“Cells are amazing things: there are about one hundred trillion of them in our bodies, each so small that several thousand would fit on the period at the end of this sentence.”
Those words from an incredible story of a woman who influences medical knowledge and research. I continue to quote:
“Under a microscope, a cell looks like a fried egg: It has a white (the cytoplasm) that’s full of water and proteins to keep it fed, and a yolk (the nucleus) that holds all the genetic information that makes you you. The cytoplasm buzzes like a New York City street. It’s crammed full of molecules and vessels endlessly shuttling enzymes and sugars from one part of the cell to another, pumping water, nutrients and oxygen in and out of the cell. All the while, little cytoplasmic factories work 24/7, cranking out sugars, fats, proteins and energy to keep the whole thing running and feed the nucleus—the brains of the operation. Inside every nucleus within each cell in your body, there’s an identical copy of your entire genome. That genome tells cells when to grow and divide and makes sure they do their jobs, whether that’s controlling your heartbeat or helping your brain understand the words on this page.

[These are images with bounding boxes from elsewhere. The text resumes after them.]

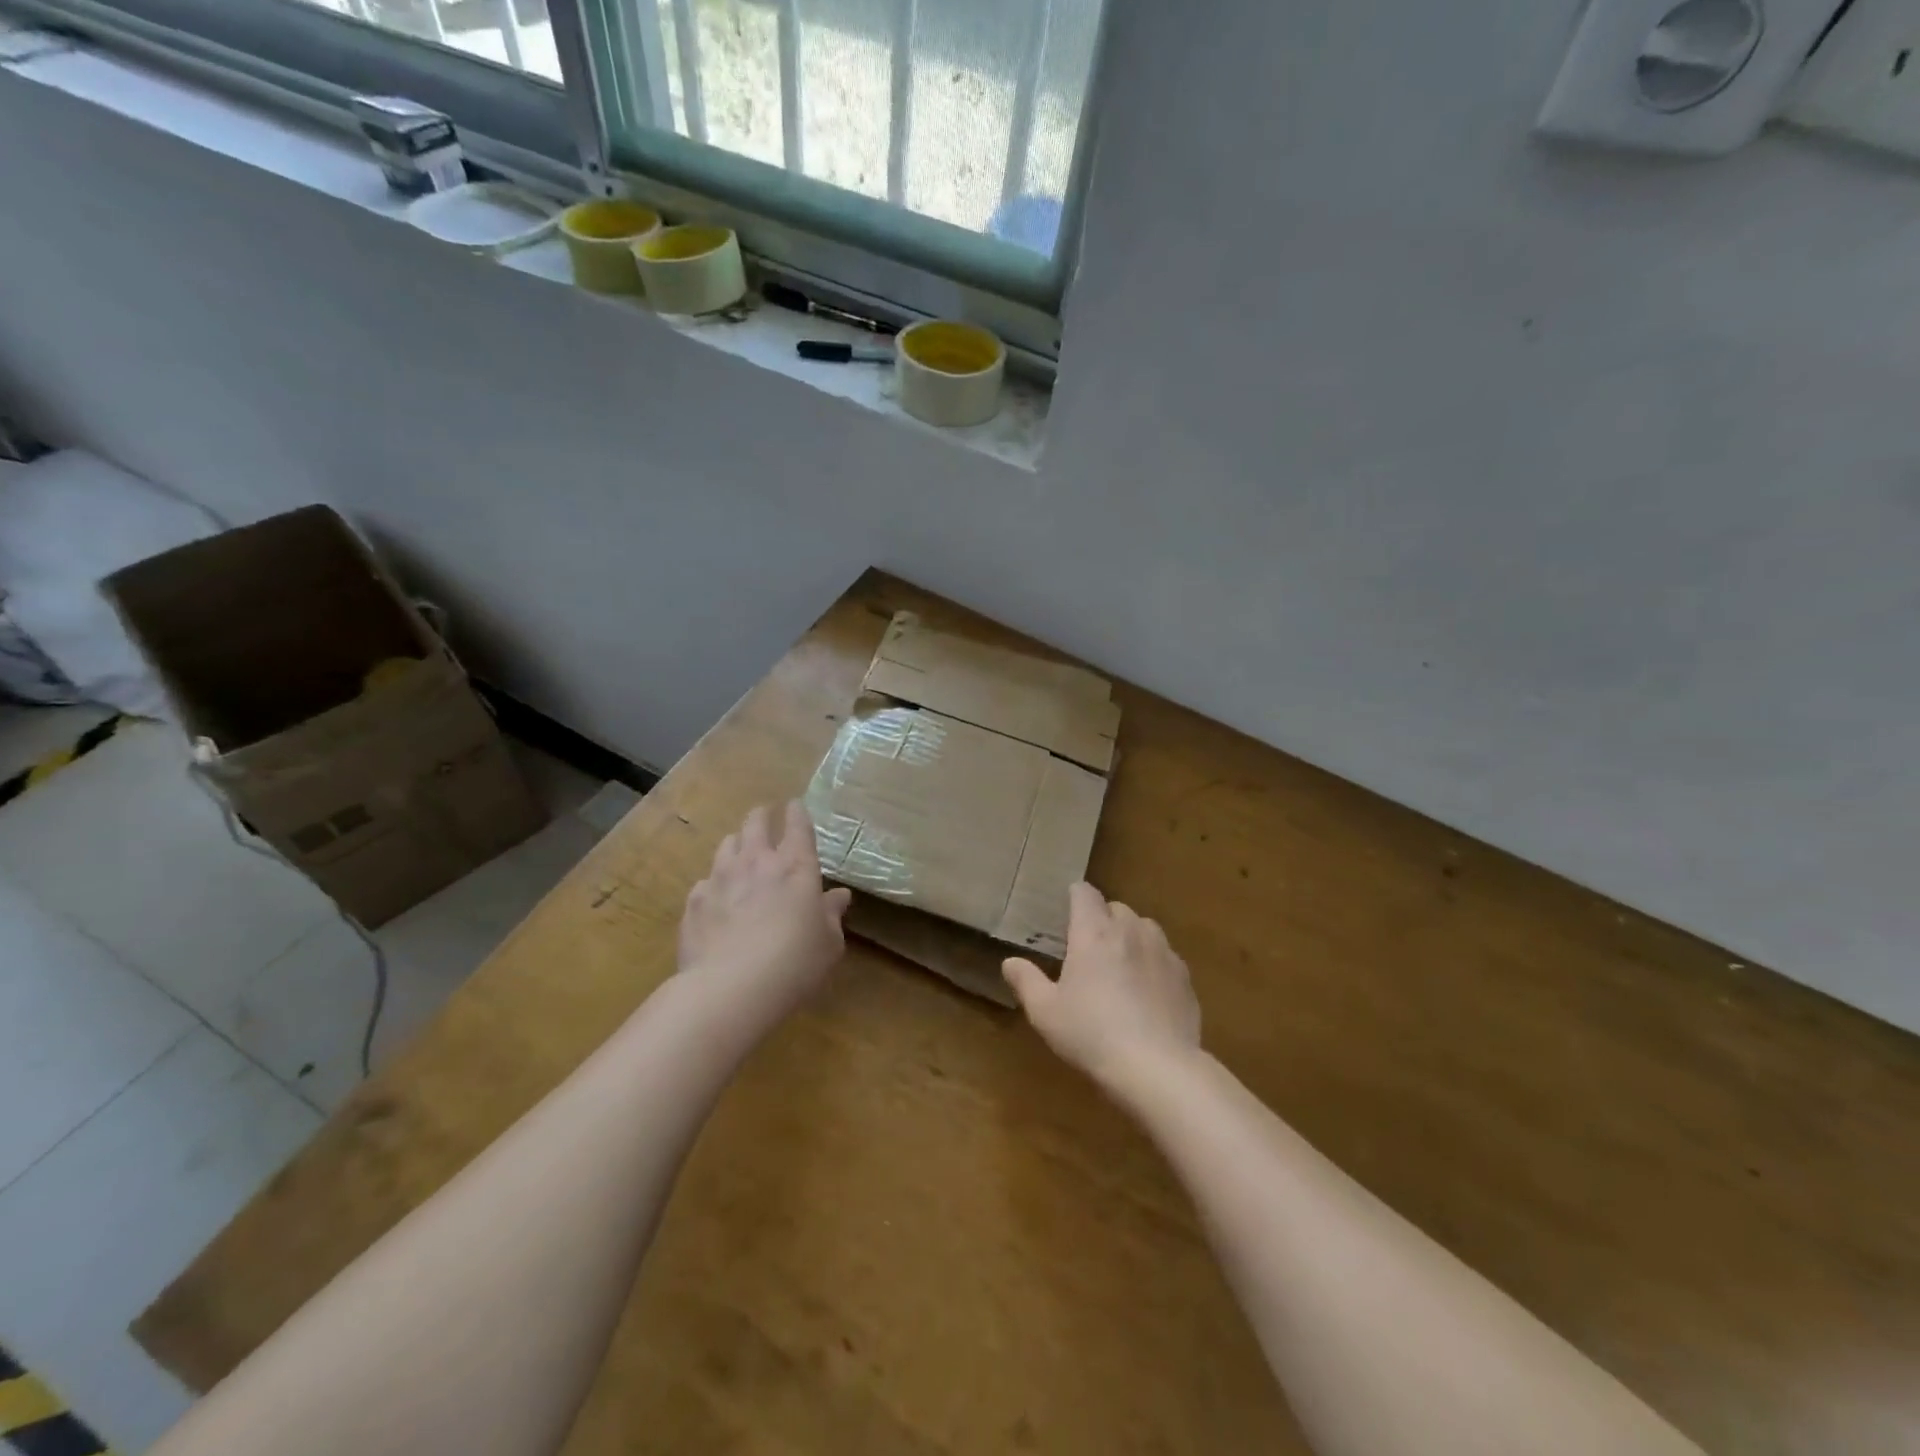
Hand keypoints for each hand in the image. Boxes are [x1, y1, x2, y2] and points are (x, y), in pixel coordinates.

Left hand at [678, 802, 852, 1021]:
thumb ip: (831, 915)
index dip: (797, 812)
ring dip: (736, 843)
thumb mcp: (828, 943)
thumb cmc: (794, 963)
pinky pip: (704, 881)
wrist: (731, 988)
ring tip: (739, 851)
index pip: (797, 825)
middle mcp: (757, 862)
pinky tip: (716, 898)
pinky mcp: (694, 901)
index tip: (795, 805)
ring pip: (727, 845)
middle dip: (762, 816)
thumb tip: (839, 896)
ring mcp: (721, 878)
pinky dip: (713, 883)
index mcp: (796, 867)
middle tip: (765, 817)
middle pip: (756, 823)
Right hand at [1003, 882, 1200, 1088]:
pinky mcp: (1184, 976)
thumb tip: (1010, 962)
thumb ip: (1027, 981)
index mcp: (1094, 933)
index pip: (1085, 893)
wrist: (1157, 1068)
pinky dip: (1153, 962)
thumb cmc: (1092, 1034)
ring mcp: (1162, 951)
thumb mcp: (1045, 1012)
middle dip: (1102, 919)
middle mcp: (1130, 931)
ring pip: (1144, 927)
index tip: (1065, 912)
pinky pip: (1165, 955)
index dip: (1074, 896)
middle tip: (1088, 948)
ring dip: (1130, 936)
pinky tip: (1147, 991)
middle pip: (1116, 908)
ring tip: (1120, 965)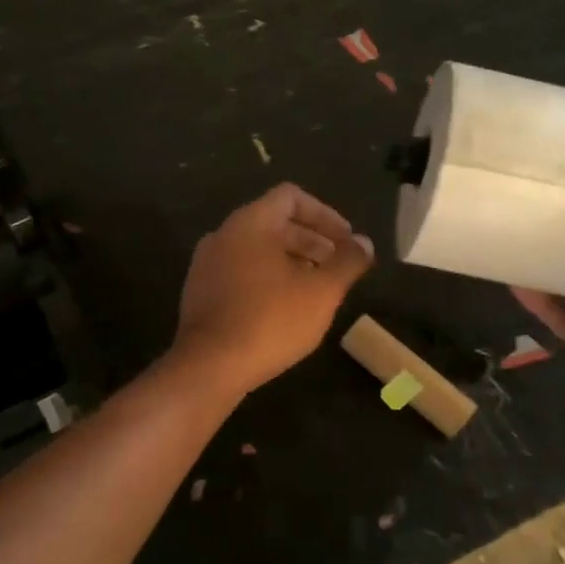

“…mitosis—the process of cell division—makes it possible for embryos to grow into babies, and for our bodies to create new cells for healing wounds or replenishing blood we’ve lost. …like a perfectly choreographed dance”
From The Immortal Life of Henrietta Lacks, Rebecca Skloot, (©2010 Broadway Books.)
“I am fearfully and wonderfully made…” (Psalm 139:14).
Cells—thousands of them at this moment active in your body—can sit on this period .
©2020 D. Dean Benton—amazed and praising God. WOW!